The NHS Foundation Trust admitted breaching health and safety regulations following the deaths of Connor Sparrowhawk and Teresa Colvin from New Forest.

Connor, 18, was found dead on July 4, 2013 after drowning in a bathtub at Slade House, Oxford.

Mrs Colvin, 45, of Lyndhurst, was found slumped beside a communal telephone at the Woodhaven mental health complex in Calmore in April 2012 and later died.

Justice Jeremy Stuart-Smith imposed a fine of £1.05m for Connor's death and £950,000 for Ms Colvin's.

Connor, 18, was found dead at Slade House, Headington, in 2013.

He had suffered an epileptic fit and an earlier inquest ruled that ‘neglect’ had played a part in his death.
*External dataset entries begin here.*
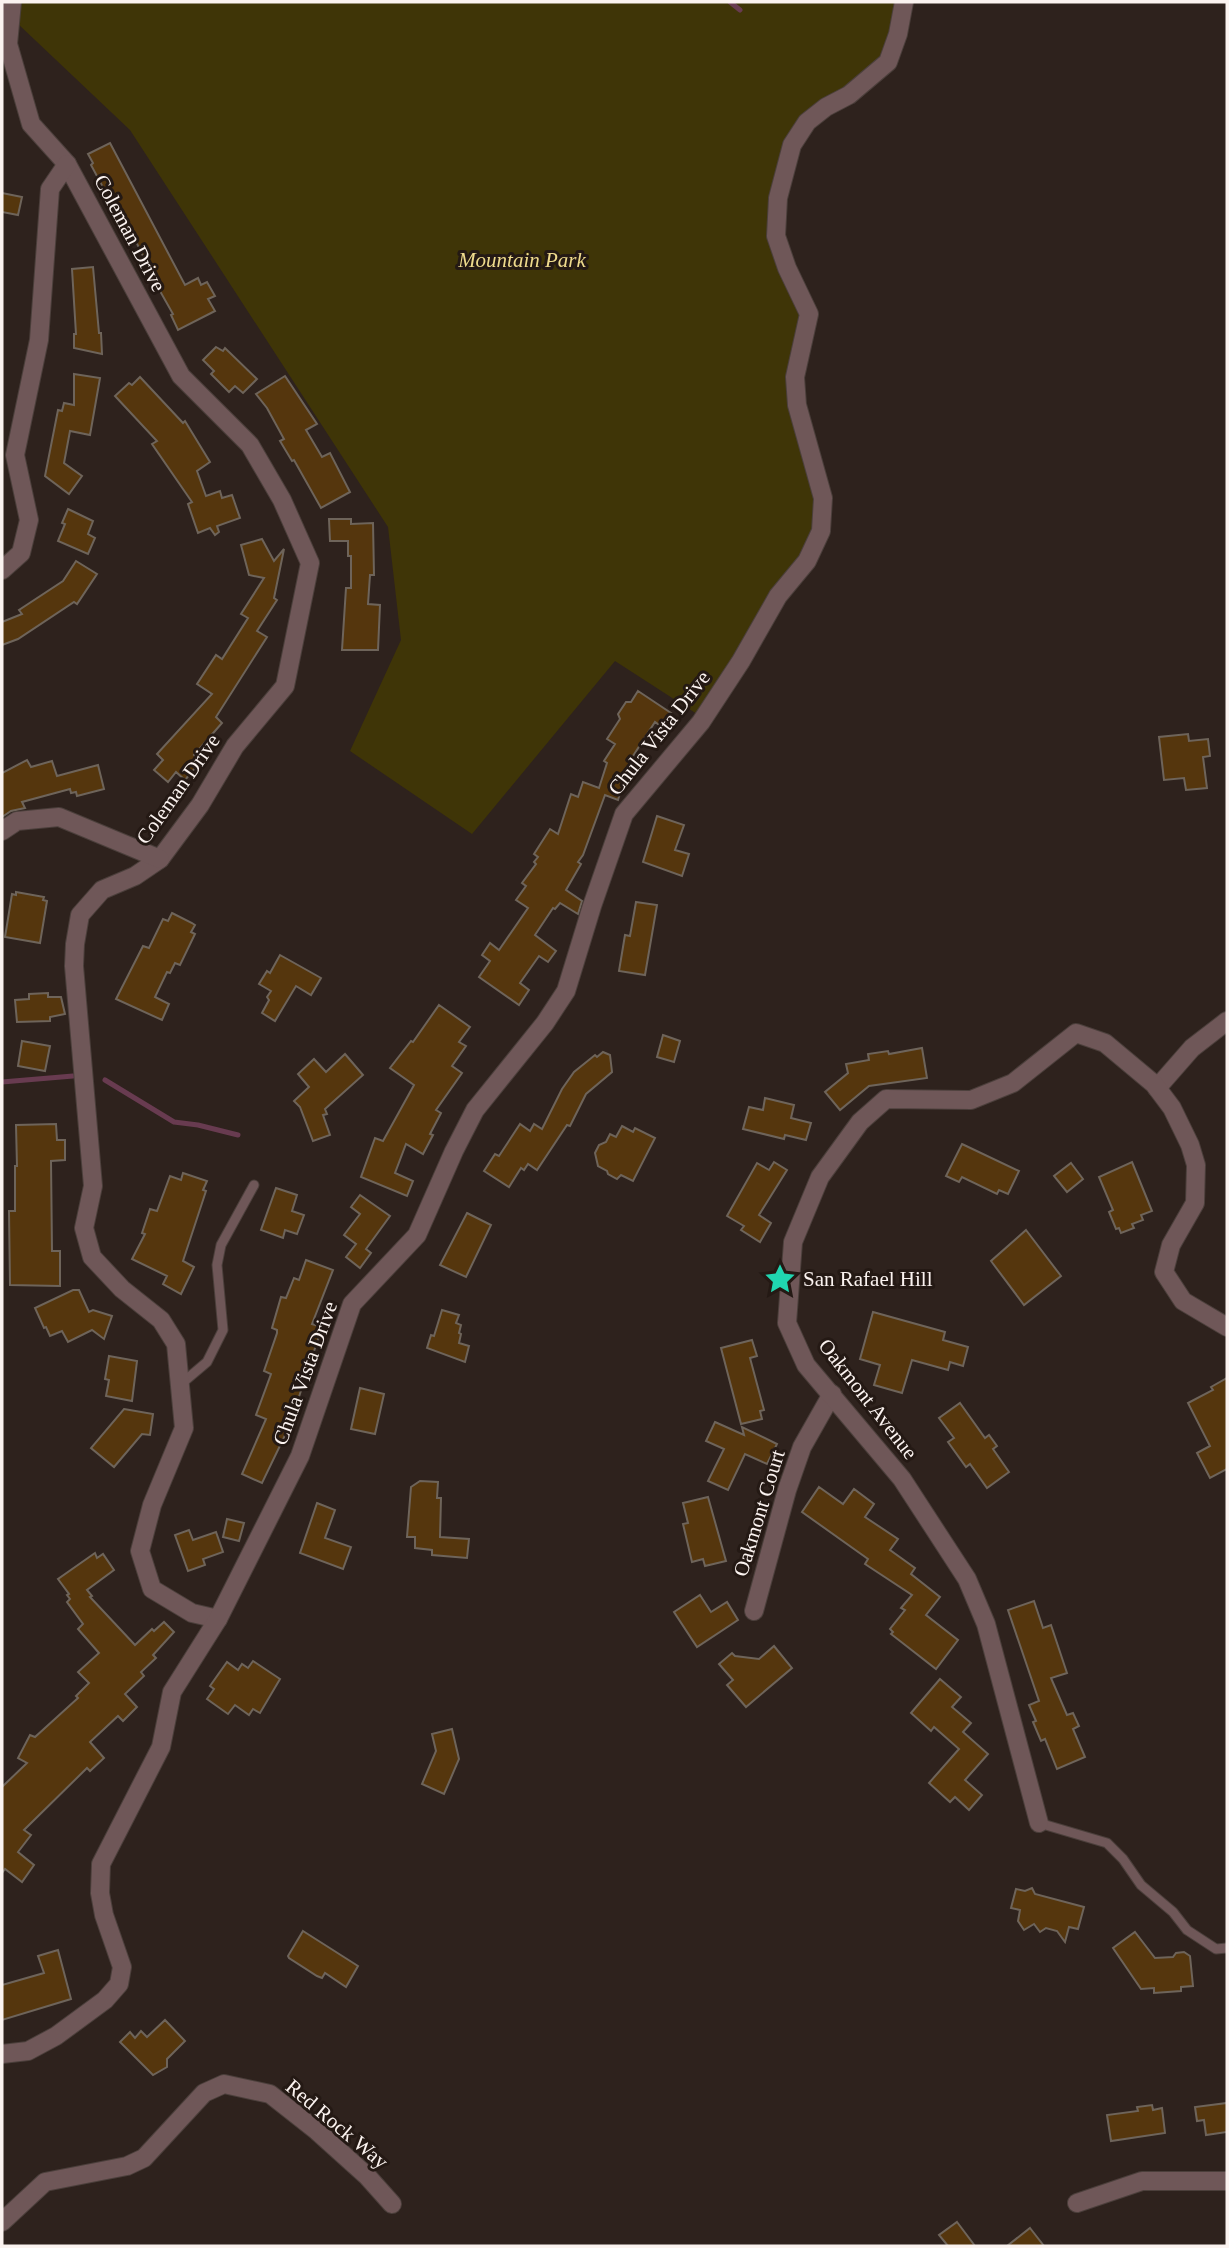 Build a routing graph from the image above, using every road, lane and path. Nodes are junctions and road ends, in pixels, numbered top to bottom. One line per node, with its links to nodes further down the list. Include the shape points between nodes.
1 (12, 2): 3 (street, Coleman Drive, via 8,44 31,124)
2 (904, 2): 14 (street, Chula Vista Drive, via 888,62 807,122 792,145 778,198 776,236 810,314 795,377 797,405 823,498 821,531 807,561 778,596 701,722 624,814 566,991 475,1110 417,1235 352,1304 300,1456)
3 (67, 164): 4 (street, via 50,189 39,340 15,455 29,520 21,553); 6 (street, Coleman Drive, via 181,376 250,446 282,500 310,563 285,686 235,746)
4 (2, 570)
5 (2, 831): 6 (street, via 17,821 59,817)
6 (160, 859): 11 (street, Coleman Drive, via 102,890 80,915 74,966 93,1186 84,1228 92,1257 161,1320 176,1344)
7 (1227, 1021): 8 (street, via 1192,1048)
8 (1157, 1088): 10 (street, Oakmont Avenue, via 1184,1128 1196,1166 1195,1203 1171,1245 1164,1272 1182,1301); 12 (street, Oakmont Avenue, via 1105,1043 1076,1033 1013,1083 971,1100 886,1099 860,1122 820,1177 793,1242 787,1323 807,1365)
9 (254, 1185): 11 (lane, via 221,1245 217,1265 223,1330 207,1362)
10 (1227, 1327)
11 (180, 1385): 14 (street, Coleman Drive, via 184,1428 152,1505 141,1551 152,1589 192,1613)
12 (832, 1394): 13 (street, Oakmont Court, via 802,1447); 15 (street, Oakmont Avenue, via 902,1479 967,1579 986,1624)
13 (754, 1611)
14 (218, 1619): 17 (street, Chula Vista Drive, via 172,1692 161,1748 101,1864 104,1916 122,1967 119,1984 56,2036 27,2051)
15 (1039, 1823): 16 (lane, via 1107,1843 1187,1930 1216,1949)
16 (1227, 1948)
17 (2, 2054)
18 (1227, 2181): 19 (street, via 1142,2181)
19 (1076, 2203)
20 (392, 2204): 21 (street, Red Rock Way, via 317,2131 270,2095 224,2084 204,2093 144,2158 127,2166 45,2182)
21 (2, 2222) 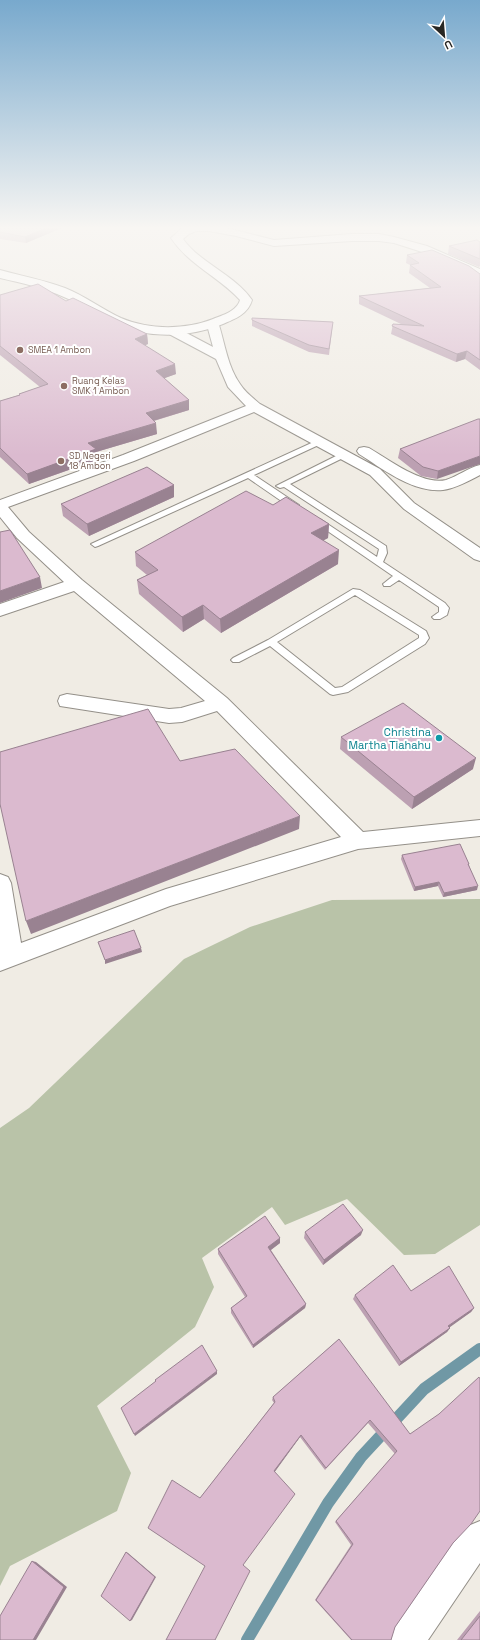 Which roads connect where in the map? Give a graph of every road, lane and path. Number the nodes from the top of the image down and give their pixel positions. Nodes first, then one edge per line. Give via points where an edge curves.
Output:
1 (87, 303) edge
2 (246, 303) edge
3 (212, 325) junction
4 (173, 331) junction
5 (221, 357) junction
6 (255, 407) junction
7 (317, 440) junction
8 (345, 455) junction
9 (480, 469) edge
10 (249, 475) junction
11 (285, 484) junction
12 (271, 491) junction
13 (0, 506) edge
14 (95, 544) dead end
15 (480, 556) edge
16 (379, 562) junction
17 (400, 576) junction
18 (76, 584) junction
19 (388, 584) dead end
20 (0, 610) edge
21 (437, 617) dead end
22 (271, 642) junction
23 (236, 660) dead end
24 (67, 701) dead end
25 (220, 703) junction
26 (480, 828) edge
27 (358, 840) junction
28 (0, 883) edge
29 (6, 958) edge
30 (480, 1538) edge
31 (407, 1640) edge

1 - 4 street via 118,321 149,330
2 - 3 street via 236,314
3 - 4 street
3 - 5 street
4 - 5 street
5 - 6 street via 232,383
6 - 7 street
6 - 13 street
7 - 8 street
7 - 9 street via 334,439 352,444 426,484 443,486
7 - 10 lane
8 - 11 lane
8 - 15 street via 375,472 409,506
10 - 12 lane
10 - 14 lane
11 - 12 lane
11 - 16 lane via 383,548
12 - 16 lane
13 - 18 street via 23,535
16 - 17 lane
17 - 19 lane
17 - 21 lane via 442,605 444,613
18 - 20 street
18 - 25 street
22 - 22 lane via 353,592 371,594 421,627 424,638 422,642 345,690 333,692
22 - 23 lane
24 - 25 street via 169,716 182,715
25 - 27 street
26 - 27 street
27 - 29 street via 166,898
28 - 29 street
30 - 31 street via 463,1557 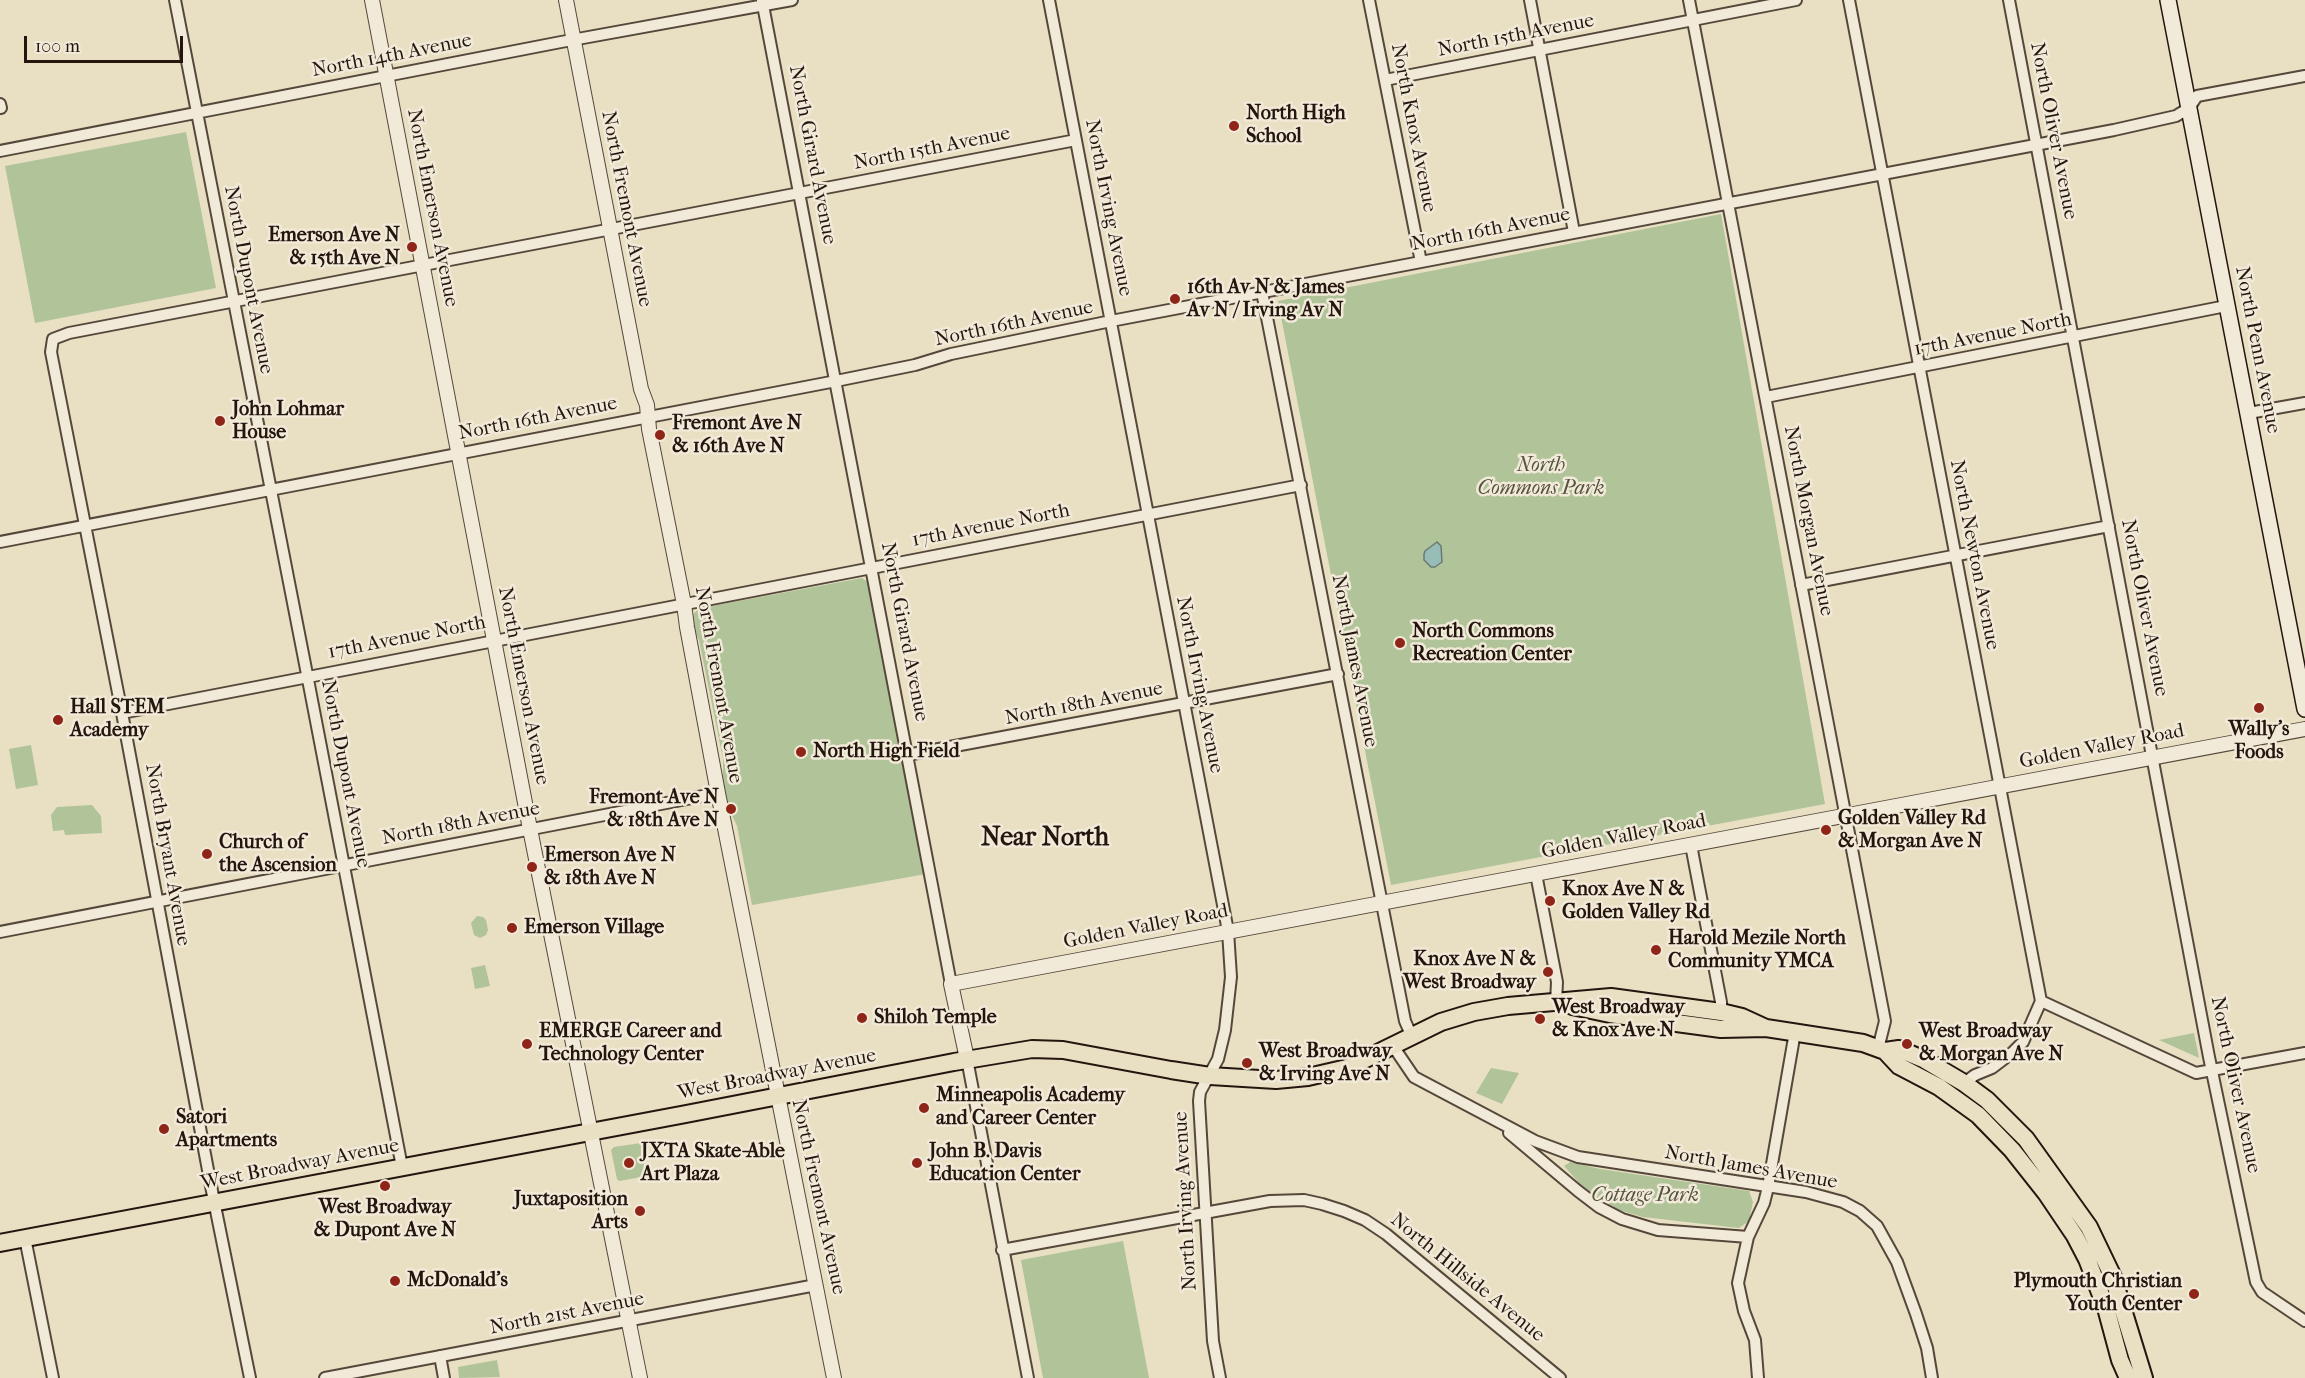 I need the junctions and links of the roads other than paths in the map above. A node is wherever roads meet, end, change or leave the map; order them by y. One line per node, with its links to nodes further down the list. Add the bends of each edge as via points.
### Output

During a two-day hearing last week, Paul Spencer, defending for the trust, urged the court for leniency in light of its struggling finances.

He said: “A distance should be drawn between a trust that hasn’t learned a lesson, appears to be reluctant to recognise and accept its responsibility and its guilt and the position of this trust.

“It has been candid and it has been candid for a significant time.”

He added that ‘lessons had been learned’ across the trust since 2016 and said that now more than 98 per cent of its staff had epilepsy training in the wake of the Oxford teenager's death.

He also warned that the trust was already facing a budget deficit of around £1.69 million and that any fine would hit the service hard.

The trust have two months to pay the fine.